▶ TASK STATEMENT:
State how many lines of the records below contain the word "Urach", giving the number and nothing else.

Stored items
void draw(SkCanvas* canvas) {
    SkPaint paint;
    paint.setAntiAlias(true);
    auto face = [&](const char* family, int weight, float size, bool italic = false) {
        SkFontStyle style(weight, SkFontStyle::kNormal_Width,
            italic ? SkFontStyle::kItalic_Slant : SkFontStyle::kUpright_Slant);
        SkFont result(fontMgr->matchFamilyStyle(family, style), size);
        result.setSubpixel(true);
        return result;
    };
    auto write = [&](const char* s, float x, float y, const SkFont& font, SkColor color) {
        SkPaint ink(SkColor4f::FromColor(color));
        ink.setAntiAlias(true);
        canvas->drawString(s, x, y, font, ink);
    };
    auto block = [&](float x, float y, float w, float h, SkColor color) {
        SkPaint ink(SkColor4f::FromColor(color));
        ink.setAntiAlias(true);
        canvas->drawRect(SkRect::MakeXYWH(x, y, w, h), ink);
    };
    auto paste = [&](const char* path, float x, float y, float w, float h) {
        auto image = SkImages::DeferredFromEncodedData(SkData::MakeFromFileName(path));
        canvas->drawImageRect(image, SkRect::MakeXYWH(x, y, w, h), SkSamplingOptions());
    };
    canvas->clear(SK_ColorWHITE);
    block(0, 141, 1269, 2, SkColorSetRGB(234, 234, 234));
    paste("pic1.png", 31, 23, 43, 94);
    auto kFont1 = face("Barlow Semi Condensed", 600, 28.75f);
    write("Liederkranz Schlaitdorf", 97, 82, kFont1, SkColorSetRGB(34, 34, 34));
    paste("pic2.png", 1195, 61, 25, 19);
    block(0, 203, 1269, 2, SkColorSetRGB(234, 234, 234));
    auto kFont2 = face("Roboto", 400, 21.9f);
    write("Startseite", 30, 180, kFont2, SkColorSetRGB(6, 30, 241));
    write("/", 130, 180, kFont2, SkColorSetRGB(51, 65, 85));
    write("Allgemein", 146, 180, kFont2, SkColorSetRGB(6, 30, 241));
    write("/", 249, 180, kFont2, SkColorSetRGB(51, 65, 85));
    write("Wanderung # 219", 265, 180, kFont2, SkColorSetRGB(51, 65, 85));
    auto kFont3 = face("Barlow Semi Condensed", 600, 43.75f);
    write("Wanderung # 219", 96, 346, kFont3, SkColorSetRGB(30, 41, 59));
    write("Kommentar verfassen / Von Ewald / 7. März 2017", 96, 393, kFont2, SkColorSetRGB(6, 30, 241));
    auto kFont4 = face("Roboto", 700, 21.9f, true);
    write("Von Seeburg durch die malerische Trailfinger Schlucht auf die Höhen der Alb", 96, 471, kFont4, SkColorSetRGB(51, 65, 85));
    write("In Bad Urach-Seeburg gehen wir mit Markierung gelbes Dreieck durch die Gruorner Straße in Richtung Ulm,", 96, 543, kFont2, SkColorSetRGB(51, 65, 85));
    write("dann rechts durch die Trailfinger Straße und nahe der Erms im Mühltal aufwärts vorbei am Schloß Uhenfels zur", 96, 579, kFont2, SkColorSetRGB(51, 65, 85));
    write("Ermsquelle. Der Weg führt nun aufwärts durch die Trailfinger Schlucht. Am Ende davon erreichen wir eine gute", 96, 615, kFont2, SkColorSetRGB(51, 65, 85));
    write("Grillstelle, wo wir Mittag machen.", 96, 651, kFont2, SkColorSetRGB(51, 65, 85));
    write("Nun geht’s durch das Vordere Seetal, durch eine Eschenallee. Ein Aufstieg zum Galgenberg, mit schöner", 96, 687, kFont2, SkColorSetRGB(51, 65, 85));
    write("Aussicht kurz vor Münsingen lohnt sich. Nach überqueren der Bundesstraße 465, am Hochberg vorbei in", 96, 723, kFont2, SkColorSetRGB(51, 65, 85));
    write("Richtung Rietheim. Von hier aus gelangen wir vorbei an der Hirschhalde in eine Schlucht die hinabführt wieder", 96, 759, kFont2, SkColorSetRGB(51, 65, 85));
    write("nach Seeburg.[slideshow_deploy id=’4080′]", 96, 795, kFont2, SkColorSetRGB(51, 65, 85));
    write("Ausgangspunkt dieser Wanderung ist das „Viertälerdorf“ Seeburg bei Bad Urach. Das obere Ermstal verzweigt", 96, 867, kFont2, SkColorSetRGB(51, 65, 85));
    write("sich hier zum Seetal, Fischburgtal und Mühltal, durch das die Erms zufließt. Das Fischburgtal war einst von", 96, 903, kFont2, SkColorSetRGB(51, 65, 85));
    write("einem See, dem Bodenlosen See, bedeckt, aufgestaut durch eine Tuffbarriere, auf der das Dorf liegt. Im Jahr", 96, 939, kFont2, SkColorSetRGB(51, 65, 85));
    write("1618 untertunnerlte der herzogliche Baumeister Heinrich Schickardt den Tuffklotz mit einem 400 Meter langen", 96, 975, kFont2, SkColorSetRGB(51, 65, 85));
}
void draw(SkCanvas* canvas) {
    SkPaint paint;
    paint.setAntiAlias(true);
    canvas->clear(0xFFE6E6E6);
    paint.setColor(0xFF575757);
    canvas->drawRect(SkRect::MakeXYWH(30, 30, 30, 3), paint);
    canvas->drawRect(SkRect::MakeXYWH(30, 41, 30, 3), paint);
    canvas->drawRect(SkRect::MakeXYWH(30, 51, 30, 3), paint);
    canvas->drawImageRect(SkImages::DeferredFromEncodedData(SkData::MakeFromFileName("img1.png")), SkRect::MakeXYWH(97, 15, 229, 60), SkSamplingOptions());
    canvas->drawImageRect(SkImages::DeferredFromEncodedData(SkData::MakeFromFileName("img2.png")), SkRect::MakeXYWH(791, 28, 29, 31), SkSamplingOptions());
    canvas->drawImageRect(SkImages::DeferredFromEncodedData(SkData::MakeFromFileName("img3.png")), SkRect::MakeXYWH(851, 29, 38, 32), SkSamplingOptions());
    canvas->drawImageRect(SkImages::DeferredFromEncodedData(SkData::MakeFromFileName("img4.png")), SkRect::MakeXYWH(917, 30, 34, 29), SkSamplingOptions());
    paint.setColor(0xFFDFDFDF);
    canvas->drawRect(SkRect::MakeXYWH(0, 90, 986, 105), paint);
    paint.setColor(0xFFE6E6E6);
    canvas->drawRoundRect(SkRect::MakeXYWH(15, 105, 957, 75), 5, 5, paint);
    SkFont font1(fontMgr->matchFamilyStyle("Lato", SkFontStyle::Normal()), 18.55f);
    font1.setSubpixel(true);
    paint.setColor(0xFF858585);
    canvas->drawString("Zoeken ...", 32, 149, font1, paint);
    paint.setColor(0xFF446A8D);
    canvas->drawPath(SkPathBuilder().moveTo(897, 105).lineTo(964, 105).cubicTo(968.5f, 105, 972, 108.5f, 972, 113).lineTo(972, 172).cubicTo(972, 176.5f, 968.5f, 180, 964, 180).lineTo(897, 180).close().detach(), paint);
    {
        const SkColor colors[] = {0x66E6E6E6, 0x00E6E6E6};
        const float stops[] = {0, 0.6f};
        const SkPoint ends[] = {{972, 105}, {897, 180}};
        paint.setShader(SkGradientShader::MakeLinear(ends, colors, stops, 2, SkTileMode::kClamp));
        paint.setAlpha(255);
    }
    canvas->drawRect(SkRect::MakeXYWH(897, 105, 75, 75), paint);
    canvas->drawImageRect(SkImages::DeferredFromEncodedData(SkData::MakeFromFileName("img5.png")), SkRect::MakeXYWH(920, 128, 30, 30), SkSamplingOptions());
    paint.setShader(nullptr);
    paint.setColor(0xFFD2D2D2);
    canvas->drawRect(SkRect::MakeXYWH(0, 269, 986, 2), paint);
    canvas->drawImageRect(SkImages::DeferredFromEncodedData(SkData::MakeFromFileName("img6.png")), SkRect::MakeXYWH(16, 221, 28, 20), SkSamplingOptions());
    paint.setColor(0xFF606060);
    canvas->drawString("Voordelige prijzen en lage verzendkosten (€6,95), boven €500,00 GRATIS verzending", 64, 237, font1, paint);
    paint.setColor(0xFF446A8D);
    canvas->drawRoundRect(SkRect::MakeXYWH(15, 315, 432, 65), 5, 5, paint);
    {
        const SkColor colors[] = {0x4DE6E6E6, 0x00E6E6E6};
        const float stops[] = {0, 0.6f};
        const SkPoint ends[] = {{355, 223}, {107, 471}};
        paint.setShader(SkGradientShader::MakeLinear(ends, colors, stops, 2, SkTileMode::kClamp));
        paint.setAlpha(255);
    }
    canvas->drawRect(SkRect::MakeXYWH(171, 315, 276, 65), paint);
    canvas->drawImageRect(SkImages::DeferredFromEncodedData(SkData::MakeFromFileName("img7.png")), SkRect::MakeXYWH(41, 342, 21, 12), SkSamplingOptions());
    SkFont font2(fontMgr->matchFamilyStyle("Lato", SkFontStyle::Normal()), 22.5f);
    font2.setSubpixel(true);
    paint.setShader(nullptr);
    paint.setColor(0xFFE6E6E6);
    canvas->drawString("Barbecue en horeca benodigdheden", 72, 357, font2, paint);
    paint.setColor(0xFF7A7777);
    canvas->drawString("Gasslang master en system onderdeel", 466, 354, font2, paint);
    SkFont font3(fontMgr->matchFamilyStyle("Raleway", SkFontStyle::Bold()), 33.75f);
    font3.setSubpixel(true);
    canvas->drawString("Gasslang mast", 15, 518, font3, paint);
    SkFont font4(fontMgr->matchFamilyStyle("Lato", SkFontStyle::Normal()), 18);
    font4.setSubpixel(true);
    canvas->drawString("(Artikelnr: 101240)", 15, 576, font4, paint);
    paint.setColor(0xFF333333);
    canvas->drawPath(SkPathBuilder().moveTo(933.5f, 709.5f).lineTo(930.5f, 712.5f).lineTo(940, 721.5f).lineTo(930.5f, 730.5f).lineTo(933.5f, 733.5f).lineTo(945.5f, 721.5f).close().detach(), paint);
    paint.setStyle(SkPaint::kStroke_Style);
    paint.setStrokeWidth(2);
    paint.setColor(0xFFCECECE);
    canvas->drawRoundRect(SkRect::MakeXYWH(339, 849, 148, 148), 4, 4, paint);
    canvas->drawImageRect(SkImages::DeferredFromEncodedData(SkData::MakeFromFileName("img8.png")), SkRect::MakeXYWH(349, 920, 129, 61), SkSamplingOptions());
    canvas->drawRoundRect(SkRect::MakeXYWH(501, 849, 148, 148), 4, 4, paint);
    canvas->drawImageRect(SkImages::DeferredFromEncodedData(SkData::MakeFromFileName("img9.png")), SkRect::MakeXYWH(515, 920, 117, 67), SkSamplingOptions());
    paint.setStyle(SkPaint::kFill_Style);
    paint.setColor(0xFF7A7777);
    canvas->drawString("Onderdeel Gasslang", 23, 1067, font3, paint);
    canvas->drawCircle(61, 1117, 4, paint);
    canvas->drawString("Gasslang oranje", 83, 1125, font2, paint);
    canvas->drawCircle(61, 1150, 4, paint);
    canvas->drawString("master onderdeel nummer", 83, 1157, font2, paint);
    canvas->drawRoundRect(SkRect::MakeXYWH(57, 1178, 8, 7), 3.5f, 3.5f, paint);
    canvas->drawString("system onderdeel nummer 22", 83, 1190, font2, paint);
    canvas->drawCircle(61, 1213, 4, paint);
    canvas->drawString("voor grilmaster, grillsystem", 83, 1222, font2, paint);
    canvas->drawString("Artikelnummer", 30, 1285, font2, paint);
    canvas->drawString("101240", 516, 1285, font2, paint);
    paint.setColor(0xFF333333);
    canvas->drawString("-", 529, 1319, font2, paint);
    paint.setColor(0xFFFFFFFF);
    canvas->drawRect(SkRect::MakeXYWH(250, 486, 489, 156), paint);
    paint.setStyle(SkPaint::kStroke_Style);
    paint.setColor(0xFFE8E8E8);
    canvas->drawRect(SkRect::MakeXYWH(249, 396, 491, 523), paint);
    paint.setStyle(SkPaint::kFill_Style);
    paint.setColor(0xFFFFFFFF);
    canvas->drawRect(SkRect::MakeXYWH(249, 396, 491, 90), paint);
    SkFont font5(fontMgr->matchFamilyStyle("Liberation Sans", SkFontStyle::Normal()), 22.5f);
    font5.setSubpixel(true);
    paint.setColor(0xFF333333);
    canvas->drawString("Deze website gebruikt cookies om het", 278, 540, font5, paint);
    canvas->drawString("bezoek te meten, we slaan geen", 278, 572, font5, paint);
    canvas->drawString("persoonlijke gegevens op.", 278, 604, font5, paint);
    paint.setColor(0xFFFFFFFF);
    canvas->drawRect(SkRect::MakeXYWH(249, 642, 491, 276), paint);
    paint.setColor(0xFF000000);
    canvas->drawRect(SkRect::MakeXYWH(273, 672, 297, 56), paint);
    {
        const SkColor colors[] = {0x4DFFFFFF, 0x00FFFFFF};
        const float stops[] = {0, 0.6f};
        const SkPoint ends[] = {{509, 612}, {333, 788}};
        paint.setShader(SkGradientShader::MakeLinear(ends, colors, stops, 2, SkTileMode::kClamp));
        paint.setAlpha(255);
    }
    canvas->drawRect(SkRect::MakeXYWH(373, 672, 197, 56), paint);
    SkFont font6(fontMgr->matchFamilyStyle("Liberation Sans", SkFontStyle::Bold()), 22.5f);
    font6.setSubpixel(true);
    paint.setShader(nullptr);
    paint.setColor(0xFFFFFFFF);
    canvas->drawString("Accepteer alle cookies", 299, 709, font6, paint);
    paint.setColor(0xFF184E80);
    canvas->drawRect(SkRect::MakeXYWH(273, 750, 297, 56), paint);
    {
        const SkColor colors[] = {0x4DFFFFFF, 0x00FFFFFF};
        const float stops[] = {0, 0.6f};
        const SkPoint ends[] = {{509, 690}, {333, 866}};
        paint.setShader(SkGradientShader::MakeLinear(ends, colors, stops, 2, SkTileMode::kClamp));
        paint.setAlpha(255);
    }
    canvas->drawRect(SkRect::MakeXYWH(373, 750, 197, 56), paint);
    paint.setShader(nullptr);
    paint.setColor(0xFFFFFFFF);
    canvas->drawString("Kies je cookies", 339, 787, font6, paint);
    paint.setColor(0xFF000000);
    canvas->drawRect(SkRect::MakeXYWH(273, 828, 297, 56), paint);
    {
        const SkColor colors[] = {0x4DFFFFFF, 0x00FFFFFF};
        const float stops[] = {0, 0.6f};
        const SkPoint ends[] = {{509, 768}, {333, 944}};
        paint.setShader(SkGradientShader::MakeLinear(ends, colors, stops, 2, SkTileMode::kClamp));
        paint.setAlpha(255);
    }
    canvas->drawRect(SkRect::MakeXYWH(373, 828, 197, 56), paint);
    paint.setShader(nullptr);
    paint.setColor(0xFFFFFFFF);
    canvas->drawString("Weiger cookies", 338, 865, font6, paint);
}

▶ ANSWER BELOW:
2